[[ Dataset entries, beginning ]]

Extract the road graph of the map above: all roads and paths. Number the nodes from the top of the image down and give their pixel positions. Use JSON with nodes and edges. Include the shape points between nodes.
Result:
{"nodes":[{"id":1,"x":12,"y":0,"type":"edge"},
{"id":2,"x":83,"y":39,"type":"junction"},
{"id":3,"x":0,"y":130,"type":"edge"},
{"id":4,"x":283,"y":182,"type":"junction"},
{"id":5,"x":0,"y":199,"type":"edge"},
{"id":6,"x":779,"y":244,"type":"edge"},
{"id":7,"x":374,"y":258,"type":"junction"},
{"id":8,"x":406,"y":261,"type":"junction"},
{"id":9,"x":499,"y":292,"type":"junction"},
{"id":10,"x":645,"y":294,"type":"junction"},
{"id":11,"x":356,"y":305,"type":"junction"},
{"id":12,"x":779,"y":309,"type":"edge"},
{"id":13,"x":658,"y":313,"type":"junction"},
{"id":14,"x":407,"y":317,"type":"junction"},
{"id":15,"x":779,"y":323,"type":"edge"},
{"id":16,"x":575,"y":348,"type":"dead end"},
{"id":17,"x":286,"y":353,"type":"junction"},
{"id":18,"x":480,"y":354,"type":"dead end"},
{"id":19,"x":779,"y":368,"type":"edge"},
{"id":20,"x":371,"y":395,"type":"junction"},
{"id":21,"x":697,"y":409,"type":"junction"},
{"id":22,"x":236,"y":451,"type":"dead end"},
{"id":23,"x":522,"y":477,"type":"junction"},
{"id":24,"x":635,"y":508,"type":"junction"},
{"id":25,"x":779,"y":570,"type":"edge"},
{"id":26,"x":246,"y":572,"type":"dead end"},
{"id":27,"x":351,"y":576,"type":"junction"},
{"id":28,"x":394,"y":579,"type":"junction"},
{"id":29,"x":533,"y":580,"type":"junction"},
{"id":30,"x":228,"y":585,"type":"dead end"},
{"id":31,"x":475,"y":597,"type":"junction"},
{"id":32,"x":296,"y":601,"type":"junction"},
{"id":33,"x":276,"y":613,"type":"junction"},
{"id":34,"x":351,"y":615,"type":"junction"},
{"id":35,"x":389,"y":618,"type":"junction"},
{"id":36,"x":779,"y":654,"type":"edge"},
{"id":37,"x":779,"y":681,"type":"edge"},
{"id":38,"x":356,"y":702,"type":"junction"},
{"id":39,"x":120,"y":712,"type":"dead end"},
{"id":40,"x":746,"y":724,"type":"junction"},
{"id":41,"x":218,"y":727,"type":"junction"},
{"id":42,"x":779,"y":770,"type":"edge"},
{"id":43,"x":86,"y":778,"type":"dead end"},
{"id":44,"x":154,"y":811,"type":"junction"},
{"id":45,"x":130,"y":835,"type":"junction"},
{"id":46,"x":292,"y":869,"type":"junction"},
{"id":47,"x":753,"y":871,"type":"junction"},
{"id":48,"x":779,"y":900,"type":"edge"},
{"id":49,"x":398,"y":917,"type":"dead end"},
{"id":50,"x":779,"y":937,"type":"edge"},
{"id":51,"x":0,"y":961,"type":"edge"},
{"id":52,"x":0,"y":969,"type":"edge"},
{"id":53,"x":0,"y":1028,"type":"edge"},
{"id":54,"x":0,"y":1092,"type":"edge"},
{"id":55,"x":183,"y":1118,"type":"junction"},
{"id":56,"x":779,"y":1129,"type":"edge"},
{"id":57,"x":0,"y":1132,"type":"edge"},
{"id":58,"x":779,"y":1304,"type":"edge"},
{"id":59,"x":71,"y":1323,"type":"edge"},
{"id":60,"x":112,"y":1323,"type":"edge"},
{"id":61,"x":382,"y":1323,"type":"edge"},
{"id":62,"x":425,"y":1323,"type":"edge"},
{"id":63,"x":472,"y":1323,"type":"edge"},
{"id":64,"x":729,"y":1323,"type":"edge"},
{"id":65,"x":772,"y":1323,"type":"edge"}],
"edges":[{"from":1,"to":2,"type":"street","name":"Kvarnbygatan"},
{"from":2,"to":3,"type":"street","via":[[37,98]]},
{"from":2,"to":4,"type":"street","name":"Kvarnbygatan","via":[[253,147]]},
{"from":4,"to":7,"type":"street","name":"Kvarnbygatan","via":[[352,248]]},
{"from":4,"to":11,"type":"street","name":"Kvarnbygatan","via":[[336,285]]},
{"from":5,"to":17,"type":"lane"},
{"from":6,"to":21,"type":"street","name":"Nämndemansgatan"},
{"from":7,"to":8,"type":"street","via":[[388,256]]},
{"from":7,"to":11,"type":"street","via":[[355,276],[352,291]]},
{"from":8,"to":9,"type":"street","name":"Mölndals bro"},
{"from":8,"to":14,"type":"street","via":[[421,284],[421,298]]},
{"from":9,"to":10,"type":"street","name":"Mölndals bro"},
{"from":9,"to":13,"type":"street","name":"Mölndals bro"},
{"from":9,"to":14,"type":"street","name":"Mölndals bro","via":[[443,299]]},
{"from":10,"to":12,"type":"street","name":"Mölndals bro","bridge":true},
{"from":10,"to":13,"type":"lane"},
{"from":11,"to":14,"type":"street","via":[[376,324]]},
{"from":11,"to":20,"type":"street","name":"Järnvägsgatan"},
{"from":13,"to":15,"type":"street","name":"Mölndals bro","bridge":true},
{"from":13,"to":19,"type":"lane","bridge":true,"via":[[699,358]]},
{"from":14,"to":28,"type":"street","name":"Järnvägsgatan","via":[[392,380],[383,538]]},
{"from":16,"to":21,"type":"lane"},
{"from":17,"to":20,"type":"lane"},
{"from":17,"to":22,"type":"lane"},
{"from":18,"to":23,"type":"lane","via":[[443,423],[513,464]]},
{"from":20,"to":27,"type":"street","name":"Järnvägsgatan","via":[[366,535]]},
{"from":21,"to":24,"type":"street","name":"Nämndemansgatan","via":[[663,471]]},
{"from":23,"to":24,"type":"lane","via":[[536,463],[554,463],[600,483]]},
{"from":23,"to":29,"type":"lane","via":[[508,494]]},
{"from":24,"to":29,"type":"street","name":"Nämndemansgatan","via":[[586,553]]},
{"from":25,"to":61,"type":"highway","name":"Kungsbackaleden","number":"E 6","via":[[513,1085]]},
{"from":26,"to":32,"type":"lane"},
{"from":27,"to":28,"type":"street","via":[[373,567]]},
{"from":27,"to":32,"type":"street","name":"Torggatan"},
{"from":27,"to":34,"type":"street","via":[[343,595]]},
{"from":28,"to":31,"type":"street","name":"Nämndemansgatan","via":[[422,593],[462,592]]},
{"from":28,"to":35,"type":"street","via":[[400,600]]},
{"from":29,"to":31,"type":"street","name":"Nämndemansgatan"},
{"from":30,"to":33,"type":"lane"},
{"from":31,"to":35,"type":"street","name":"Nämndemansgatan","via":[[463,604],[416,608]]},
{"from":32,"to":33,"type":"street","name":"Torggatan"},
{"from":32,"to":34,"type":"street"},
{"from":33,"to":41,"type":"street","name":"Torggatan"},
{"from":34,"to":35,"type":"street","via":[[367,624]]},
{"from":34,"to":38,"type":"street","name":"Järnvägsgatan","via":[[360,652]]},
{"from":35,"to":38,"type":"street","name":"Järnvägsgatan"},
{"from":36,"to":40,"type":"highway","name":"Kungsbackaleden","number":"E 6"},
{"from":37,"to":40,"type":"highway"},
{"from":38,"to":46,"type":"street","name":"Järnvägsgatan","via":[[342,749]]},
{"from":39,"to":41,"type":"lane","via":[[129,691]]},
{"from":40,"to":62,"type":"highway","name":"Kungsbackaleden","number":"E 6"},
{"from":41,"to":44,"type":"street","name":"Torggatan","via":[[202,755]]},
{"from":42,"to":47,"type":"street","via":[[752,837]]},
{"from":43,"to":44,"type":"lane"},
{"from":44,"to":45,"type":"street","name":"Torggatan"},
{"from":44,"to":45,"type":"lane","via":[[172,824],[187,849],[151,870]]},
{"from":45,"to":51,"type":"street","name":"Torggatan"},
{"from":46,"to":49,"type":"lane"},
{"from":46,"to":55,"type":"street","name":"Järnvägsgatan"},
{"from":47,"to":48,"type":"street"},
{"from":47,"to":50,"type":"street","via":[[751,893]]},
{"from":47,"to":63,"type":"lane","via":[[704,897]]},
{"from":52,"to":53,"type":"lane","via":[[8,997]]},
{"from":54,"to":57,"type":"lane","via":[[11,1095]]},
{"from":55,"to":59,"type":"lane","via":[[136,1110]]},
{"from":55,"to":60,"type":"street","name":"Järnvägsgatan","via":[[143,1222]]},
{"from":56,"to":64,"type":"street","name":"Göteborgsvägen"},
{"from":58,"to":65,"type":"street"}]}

[[ Dataset entries, end ]]

In the material above, find every line with the word "Järnvägsgatan" and show it.

> [Answer section]:
{"from":11,"to":20,"type":"street","name":"Järnvägsgatan"},
{"from":14,"to":28,"type":"street","name":"Järnvägsgatan","via":[[392,380],[383,538]]},
{"from":20,"to":27,"type":"street","name":"Järnvägsgatan","via":[[366,535]]},
{"from":34,"to":38,"type":"street","name":"Järnvägsgatan","via":[[360,652]]},
{"from":35,"to":38,"type":"street","name":"Järnvägsgatan"},
{"from":38,"to":46,"type":"street","name":"Järnvägsgatan","via":[[342,749]]},
{"from":46,"to":55,"type":"street","name":"Järnvägsgatan"},
{"from":55,"to":60,"type":"street","name":"Järnvägsgatan","via":[[143,1222]]},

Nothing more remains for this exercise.